TRAJET DOMICILE-TRAVAIL : TEMPS DE TRAVAIL ?

TEMPS DE DEPLACEMENT DOMICILE / TRAVAIL DES SALARIES ITINERANTS : TEMPS DE TRAJET OU TEMPS DE TRAVAIL EFECTIF

Stéphane MORER
Avocat à la Cour de Paris
Cabinet Bayet & Associés
 

Selon l’article L. 3121-4 du Code du travail, le temps de déplacement professionnel pour se rendre sur le lieu d’exécution du contrat de travail n’est pas un temps de travail effectif et n’ouvre droit à une contrepartie sous forme de repos ou de compensation financière que dans l’hypothèse où il dépasse le temps normal de trajet entre le domicile et le lieu habituel de travail.

Son application est plus complexe en ce qui concerne les salariés itinérants, tels que les commerciaux ou encore les techniciens d’intervention par exemple, la Cour de Cassation n’ayant pas la même position que la CJCU sur ce sujet.

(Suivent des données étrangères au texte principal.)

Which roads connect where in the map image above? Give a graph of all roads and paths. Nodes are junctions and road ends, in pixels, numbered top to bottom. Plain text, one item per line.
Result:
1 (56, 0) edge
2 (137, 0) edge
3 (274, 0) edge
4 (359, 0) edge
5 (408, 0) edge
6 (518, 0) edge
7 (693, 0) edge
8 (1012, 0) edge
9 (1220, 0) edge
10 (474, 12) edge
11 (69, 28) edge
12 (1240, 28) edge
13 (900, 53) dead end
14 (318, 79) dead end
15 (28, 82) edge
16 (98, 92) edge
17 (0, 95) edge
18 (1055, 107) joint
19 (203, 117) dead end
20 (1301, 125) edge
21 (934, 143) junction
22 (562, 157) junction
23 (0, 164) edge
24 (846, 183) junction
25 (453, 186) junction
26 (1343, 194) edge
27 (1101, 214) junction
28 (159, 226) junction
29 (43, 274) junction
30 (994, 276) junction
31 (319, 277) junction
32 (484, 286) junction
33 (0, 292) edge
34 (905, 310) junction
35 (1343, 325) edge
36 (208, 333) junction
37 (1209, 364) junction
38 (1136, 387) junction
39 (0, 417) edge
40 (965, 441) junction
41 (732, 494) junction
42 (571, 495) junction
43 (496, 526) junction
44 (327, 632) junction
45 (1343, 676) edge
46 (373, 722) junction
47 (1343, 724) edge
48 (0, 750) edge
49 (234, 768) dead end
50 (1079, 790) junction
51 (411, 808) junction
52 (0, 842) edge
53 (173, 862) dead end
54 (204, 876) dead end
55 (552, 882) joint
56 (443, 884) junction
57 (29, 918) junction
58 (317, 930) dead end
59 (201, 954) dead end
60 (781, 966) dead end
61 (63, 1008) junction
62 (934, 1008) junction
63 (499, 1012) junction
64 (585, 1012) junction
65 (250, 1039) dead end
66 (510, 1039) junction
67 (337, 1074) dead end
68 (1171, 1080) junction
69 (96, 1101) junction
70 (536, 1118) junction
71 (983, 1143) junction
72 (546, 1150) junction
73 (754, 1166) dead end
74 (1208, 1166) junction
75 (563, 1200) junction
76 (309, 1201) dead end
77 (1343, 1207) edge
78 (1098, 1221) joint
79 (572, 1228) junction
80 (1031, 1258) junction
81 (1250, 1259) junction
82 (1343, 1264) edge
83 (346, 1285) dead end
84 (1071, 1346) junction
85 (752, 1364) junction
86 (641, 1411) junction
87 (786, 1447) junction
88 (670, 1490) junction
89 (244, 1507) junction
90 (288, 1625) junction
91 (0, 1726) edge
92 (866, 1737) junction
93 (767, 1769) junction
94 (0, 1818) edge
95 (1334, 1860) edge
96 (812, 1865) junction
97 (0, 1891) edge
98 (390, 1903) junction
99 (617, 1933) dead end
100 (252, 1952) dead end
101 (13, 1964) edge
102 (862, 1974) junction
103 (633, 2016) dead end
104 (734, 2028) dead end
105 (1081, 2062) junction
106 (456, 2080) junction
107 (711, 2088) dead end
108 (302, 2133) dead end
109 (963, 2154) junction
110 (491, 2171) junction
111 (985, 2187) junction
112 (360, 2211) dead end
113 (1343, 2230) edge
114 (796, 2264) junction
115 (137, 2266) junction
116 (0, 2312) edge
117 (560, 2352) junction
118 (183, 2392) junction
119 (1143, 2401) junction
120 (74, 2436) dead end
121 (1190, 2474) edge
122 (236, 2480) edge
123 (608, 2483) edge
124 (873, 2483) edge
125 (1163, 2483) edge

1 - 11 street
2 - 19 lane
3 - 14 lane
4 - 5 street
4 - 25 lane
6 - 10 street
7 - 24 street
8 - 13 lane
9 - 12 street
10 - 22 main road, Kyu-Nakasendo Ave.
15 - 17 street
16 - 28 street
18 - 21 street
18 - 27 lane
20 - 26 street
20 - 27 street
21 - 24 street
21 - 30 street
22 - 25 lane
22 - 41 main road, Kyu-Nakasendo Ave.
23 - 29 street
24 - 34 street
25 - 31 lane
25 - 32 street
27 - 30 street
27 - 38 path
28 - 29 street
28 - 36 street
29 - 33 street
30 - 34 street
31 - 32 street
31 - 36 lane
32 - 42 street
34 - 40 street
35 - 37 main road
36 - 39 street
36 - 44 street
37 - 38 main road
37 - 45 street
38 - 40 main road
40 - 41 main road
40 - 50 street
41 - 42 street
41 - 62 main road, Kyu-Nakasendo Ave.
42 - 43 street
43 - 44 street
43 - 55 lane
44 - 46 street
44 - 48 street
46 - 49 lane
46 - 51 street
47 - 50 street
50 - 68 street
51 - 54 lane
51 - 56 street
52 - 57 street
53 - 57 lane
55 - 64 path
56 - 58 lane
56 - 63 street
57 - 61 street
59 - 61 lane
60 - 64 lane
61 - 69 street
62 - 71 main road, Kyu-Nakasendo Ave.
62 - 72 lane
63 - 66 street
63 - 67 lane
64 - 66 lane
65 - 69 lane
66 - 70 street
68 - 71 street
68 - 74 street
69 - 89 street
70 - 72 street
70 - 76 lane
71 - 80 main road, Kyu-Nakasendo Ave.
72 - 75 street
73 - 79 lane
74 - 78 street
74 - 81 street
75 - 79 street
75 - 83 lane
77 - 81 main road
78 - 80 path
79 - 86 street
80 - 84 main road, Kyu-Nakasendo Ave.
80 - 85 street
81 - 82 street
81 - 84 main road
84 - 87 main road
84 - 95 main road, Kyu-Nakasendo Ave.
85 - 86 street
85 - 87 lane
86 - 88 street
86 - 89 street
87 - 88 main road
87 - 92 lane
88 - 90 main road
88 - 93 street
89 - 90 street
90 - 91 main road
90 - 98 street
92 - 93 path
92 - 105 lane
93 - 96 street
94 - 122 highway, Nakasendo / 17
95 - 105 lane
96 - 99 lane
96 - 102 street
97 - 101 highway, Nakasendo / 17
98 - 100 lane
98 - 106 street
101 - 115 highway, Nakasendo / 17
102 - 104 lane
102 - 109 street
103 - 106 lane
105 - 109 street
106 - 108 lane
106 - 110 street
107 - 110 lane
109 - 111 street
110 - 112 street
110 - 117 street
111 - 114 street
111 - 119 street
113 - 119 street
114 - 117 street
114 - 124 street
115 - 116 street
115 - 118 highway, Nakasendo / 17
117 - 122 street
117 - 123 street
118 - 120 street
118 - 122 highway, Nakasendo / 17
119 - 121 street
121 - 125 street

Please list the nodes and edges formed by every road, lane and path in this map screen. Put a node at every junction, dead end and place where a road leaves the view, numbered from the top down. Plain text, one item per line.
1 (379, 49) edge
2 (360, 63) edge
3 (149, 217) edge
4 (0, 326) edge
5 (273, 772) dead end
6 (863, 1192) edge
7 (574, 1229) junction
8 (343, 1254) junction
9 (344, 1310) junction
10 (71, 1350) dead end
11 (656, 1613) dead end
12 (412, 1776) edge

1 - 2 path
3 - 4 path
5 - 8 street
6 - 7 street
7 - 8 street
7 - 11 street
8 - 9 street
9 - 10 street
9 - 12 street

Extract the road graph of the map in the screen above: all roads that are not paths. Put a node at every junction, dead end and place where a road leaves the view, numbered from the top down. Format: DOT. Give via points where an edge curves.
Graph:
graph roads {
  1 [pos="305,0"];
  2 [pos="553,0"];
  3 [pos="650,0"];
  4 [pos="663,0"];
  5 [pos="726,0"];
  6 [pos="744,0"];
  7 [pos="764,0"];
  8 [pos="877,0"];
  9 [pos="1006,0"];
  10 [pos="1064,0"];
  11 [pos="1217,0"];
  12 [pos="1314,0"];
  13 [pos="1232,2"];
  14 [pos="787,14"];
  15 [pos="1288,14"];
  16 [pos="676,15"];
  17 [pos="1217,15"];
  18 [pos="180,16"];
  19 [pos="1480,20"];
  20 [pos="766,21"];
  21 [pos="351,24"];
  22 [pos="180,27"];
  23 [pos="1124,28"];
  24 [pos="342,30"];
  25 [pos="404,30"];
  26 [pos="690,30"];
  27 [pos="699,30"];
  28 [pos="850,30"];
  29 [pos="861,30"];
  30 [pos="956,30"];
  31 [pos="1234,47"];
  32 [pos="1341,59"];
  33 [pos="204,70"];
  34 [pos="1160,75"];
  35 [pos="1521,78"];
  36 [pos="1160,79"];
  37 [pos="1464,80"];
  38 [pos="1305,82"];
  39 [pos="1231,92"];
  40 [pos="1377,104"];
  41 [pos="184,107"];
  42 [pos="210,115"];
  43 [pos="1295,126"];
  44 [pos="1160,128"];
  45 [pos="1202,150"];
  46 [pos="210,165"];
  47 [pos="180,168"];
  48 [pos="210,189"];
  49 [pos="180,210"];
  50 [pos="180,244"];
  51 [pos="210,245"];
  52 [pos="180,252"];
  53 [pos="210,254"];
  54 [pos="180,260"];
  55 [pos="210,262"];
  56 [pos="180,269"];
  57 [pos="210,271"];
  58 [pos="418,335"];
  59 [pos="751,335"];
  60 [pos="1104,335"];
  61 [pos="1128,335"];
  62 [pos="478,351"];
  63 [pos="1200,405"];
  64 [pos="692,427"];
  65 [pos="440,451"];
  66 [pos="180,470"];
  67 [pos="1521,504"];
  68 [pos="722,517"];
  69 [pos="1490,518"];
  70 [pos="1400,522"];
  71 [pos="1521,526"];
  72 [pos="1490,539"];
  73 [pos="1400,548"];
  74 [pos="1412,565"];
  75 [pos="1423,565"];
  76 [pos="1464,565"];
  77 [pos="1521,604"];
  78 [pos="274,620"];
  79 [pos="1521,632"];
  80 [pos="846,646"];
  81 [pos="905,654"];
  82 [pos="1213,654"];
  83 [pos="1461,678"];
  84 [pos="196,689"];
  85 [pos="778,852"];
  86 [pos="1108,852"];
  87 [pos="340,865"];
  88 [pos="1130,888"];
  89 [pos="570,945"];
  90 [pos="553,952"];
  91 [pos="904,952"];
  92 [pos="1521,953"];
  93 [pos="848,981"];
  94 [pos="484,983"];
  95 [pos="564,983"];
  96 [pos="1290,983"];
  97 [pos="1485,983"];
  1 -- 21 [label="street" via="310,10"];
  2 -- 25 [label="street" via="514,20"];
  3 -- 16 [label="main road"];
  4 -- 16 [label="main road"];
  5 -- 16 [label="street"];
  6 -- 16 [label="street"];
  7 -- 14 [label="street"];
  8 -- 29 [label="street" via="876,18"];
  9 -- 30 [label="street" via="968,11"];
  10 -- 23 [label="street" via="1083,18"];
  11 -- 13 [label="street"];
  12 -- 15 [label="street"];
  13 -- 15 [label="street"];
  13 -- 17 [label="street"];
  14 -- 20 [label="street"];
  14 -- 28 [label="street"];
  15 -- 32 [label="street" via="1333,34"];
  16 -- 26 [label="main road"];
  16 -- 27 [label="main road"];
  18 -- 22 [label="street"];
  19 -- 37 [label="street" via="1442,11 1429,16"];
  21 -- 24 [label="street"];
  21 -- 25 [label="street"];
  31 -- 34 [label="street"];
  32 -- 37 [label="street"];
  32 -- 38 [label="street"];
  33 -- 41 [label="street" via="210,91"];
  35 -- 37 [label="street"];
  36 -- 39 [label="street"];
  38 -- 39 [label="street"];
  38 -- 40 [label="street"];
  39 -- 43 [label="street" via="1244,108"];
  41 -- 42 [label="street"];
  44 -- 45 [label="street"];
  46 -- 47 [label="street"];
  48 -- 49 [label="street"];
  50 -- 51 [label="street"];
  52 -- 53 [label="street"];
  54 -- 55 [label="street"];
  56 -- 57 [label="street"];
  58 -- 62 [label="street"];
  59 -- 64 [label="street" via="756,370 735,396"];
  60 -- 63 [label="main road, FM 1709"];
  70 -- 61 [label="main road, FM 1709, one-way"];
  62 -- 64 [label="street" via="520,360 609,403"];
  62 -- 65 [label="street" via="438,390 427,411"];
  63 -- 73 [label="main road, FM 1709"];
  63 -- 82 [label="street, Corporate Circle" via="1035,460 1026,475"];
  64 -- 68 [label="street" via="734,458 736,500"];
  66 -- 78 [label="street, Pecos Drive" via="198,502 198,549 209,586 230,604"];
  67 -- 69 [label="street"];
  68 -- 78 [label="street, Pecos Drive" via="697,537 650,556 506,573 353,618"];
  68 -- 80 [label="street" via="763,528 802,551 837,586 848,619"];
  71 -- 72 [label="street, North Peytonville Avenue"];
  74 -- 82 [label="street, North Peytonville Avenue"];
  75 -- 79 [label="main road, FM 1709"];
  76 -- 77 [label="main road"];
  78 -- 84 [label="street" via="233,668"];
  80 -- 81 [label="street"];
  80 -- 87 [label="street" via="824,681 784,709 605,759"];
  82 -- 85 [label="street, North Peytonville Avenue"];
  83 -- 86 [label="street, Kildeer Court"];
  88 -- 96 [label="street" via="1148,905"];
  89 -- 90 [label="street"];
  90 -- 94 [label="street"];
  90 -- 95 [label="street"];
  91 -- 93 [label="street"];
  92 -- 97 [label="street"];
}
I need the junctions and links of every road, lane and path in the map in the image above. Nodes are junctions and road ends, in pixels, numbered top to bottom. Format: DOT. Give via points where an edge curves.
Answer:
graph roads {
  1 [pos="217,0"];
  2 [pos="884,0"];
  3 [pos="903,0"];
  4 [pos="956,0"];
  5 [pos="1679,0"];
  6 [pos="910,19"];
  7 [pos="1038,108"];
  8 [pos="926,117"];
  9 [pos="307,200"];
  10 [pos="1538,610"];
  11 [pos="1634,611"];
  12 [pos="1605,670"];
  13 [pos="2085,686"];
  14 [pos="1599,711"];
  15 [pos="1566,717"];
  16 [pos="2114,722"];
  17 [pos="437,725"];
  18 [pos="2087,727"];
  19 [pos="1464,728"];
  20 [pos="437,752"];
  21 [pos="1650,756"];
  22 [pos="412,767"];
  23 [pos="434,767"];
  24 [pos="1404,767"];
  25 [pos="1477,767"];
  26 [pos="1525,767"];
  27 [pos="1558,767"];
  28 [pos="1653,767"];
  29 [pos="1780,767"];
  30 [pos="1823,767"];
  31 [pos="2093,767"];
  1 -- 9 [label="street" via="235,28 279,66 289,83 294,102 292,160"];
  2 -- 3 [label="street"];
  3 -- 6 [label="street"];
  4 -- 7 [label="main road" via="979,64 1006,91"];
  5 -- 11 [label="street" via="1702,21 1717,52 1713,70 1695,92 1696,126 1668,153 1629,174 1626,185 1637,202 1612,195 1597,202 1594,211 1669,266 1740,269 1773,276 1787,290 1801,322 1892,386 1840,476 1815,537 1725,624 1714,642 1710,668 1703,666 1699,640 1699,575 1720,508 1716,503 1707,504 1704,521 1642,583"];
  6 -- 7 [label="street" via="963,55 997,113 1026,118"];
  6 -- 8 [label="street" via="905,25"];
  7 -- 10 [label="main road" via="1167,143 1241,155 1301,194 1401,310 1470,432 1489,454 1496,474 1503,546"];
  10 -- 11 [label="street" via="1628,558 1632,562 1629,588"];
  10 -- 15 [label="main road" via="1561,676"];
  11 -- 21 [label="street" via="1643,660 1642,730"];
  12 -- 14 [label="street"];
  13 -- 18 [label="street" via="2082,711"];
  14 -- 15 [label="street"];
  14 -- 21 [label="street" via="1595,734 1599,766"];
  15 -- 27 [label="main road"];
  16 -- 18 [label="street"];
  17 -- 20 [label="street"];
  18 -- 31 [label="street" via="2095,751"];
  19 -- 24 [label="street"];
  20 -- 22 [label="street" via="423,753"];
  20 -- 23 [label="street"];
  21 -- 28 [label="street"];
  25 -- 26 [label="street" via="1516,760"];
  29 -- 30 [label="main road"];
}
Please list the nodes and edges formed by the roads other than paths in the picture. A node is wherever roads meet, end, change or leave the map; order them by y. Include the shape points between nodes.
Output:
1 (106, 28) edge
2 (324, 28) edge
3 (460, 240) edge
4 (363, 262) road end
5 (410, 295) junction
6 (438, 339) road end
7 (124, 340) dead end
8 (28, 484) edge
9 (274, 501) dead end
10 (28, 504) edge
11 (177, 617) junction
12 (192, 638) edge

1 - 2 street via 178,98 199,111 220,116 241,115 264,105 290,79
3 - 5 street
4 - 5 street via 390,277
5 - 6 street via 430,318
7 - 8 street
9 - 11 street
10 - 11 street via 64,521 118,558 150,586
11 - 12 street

La Cour de cassation considérait que le temps de trajet entre le domicile d’un salarié itinérant et le lieu de travail ne constituait pas un temps de travail effectif et ne pouvait donner lieu qu’à contrepartie (financière ou sous forme de repos) (Cass. soc., 14 nov. 2012, n° 11-18571,  Cass. soc., 24 sept. 2014, n° 12-29209).

De son côté, la Cour de Justice de l’Union Européenne a considéré que les dispositions européennes devaient être interprétées en ce sens que lorsque les travailleurs n’ont pas de lieu de travail fixe ou habituel, constitue du temps de travail, « le temps de déplacement que ces travailleurs consacrent aux déplacements quotidiens entre leur domicile et les sites du premier et du dernier clients désignés par leur employeur »  (CJUE, 10 sept. 2015).

La Cour de cassation semble, dans un arrêt du 23 novembre 2022, s’être aligné sur la position de la CJUE en considérant que le temps de déplacement d’un salarié itinérant entre son domicile et les sites des premier et dernier clients peut, sous conditions, être reconnu comme du temps de travail effectif et non pas du temps de trajet.

Toutefois, la Cour de Cassation a adopté cette position car le salarié, pendant son temps de déplacement, restait à la disposition de l’employeur sans pouvoir vaquer à ses occupations personnelles, gérait des appels clients, fixait des rendez-vous et se conformait aux directives de l’employeur.

Le véhicule mis à sa disposition était d’ailleurs doté d’un kit main libre et son activité l’amenait à se rendre dans les locaux de la société que très occasionnellement.

La portée de cet arrêt de revirement ne semble donc pas générale.

Il sera pris en compte les contraintes auxquelles les salariés sont réellement soumis pour déterminer si le temps de trajet des travailleurs itinérants constitue ou non un temps de travail effectif.

En cas de litige, le juge devra vérifier si, pendant ce temps de trajet, le salarié itinérant doit se tenir à la disposition de l’employeur et se conformer à ses directives sans pouvoir vaquer à des occupations personnelles.

En revanche, si les conditions sont réunies, ce temps de déplacement pourra entrer dans le décompte des heures supplémentaires.

Outre la mention de ces heures supplémentaires sur les bulletins de salaires, l’employeur devra également surveiller si le salarié dépasse le contingent annuel d’heures supplémentaires fixé par la convention collective applicable afin de lui faire bénéficier de son repos compensatoire.